The interquartile range, or IQR, is a simple but powerful tool in statistics. It shows how spread out the middle 50% of values in a dataset are. IQR is used in schools, data analysis, science, and even in real-life decisions like spotting unusual results or filtering outliers in messy data.
In this guide, you’ll learn what IQR means, how to calculate it step-by-step, and where it’s most useful.
What Is IQR and Why Does It Matter?
IQR stands for Interquartile Range. It measures the spread of the middle half of a dataset—from the first quartile (Q1) to the third quartile (Q3).
- Q1 (25th percentile) is the point below which 25% of the data falls.
- Q3 (75th percentile) is the point below which 75% of the data falls.
- The IQR is calculated by subtracting Q1 from Q3:
IQR = Q3 − Q1
IQR is often used in box plots and is helpful for spotting outliers or understanding how tightly the central values in your data are grouped.
Step-by-Step: How to Calculate IQR Manually
You don’t need advanced math to find the IQR. Just follow these steps:
- Sort the numbers from smallest to largest.
- Find the median (middle number). This is the second quartile, or Q2.
- Find Q1, which is the median of the lower half of the data (before Q2).
- Find Q3, the median of the upper half of the data (after Q2).
- Subtract Q1 from Q3. That’s your IQR.
This gives you a number that shows how wide the “middle chunk” of your data is. If your dataset has an odd number of values, leave the median out when splitting the halves.
IQR Example with Numbers
Here’s a sample dataset:
2, 4, 5, 7, 8, 10, 12
- Q2 (median) = 7
- Lower half:
2, 4, 5→ Q1 = 4 - Upper half:
8, 10, 12→ Q3 = 10 - IQR = Q3 − Q1 = 10 − 4 = 6
The IQR is 6. This means the middle 50% of the data points fall within a spread of 6 units.
What Does IQR Tell Us About Data?
IQR gives you an idea of how concentrated or spread out the center of your dataset is. Unlike the full range, it’s not affected by extreme values or outliers.
If your IQR is small, most of your data is close together. If it’s large, your data is more spread out in the middle.
IQR is also used in outlier detection. If a value is:
- Below Q1 − 1.5 × IQR
- Or above Q3 + 1.5 × IQR
…it’s often considered an outlier.
IQR vs. Range and Standard Deviation
How is IQR different from other measures of spread?

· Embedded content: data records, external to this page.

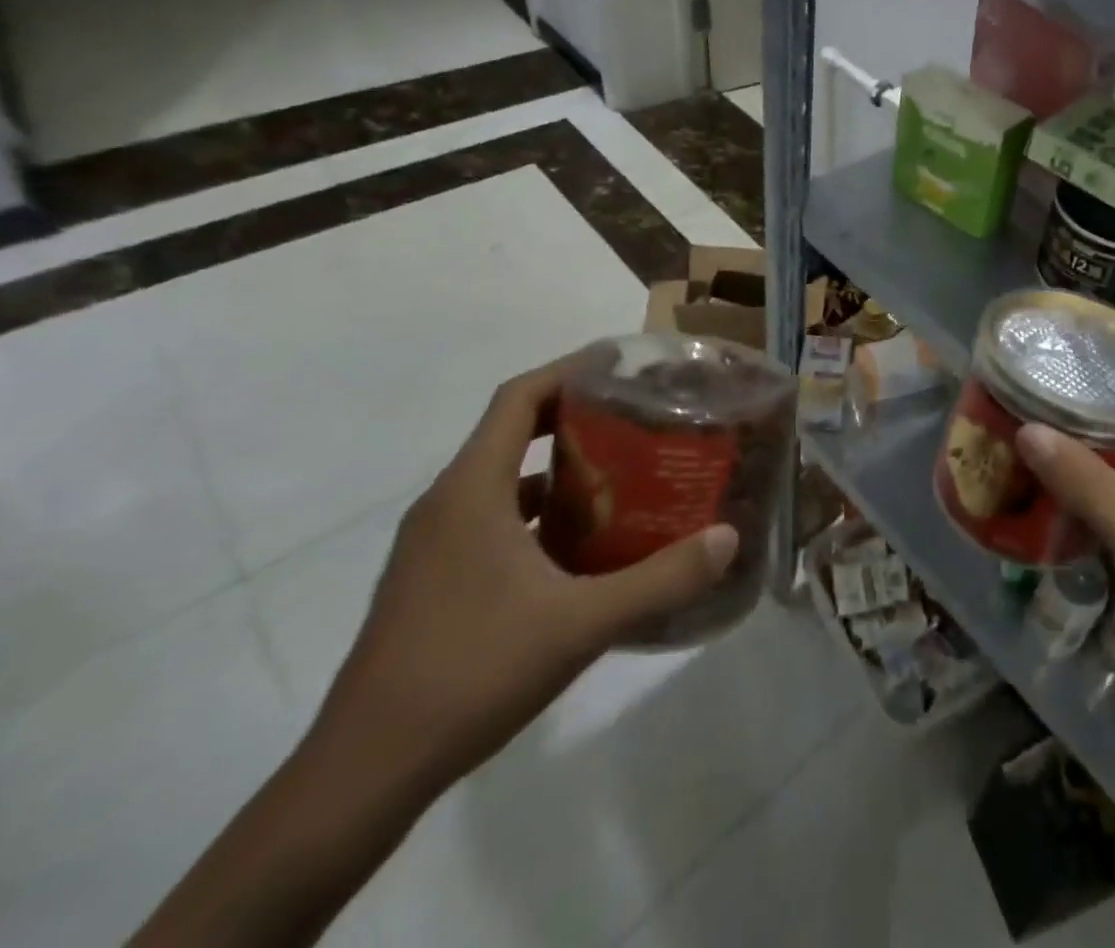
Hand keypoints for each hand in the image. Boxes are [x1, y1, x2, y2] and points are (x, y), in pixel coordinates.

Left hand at [307, 357, 739, 798]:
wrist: (363, 774)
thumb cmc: (472, 672)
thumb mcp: (581, 623)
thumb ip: (661, 578)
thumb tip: (727, 539)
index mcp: (471, 491)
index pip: (518, 398)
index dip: (568, 370)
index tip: (620, 364)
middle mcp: (446, 504)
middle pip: (512, 431)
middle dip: (574, 415)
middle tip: (638, 415)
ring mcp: (433, 545)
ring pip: (502, 479)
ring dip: (557, 467)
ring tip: (621, 471)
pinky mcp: (432, 580)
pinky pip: (491, 518)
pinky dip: (537, 511)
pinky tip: (581, 544)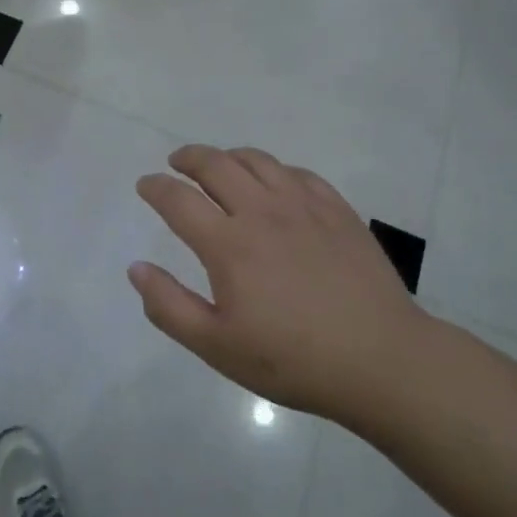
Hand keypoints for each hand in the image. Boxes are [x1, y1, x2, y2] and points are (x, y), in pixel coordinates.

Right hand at [131, 145, 431, 423]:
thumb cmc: (292, 360)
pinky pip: (297, 173)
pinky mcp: (337, 210)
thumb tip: (136, 268)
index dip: (156, 187)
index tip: (146, 185)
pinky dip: (273, 169)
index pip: (178, 200)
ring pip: (257, 161)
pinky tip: (274, 182)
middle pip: (216, 165)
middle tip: (177, 162)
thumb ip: (169, 306)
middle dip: (189, 158)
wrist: (381, 360)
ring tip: (220, 166)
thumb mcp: (217, 347)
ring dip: (229, 156)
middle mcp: (262, 212)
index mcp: (228, 244)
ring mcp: (304, 206)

| Measure | What it Shows | Sensitive to Outliers? |
|---|---|---|
| Range | Difference between highest and lowest values | Yes |
| Standard Deviation | Spread around the mean | Yes |
| IQR | Spread of the middle 50% of data | No |
IQR is more robust when the data has outliers or is skewed. It doesn’t care about extreme highs or lows.
Using IQR in Box Plots and Outlier Detection
You’ll often see IQR used in box-and-whisker plots (or box plots). These show the minimum, Q1, median, Q3, and maximum values in a clean visual.
The box in a box plot spans from Q1 to Q3. The “whiskers” extend to data points that fall within 1.5 × IQR from Q1 and Q3. Anything beyond those whiskers is marked as an outlier.
Box plots help you see how the data is spread out and whether it’s skewed or balanced.
How to Calculate IQR Using Tools (Excel or Python)
In Excel:
- Use the
QUARTILE.EXC()orQUARTILE.INC()function:- Q1:
=QUARTILE.EXC(A1:A10, 1) - Q3:
=QUARTILE.EXC(A1:A10, 3) - Then subtract Q1 from Q3 to get IQR.
- Q1:
In Python (with NumPy):
import numpy as np
data = [2, 4, 5, 7, 8, 10, 12]
q1 = np.percentile(data, 25)
q3 = np.percentile(data, 75)
iqr = q3 – q1
print(iqr) # Output: 6.0
These tools save time, especially with large datasets.
Conclusion
The interquartile range is a clean, reliable way to measure the spread of the middle part of your data. It’s easy to calculate, even by hand, and it helps you spot unusual values quickly.
Before diving into complex statistics, learn IQR well—it’s one of the simplest tools that gives strong insights into how your data behaves.
Practice on your own dataset and try plotting it. You’ll understand your numbers better and make smarter decisions based on them.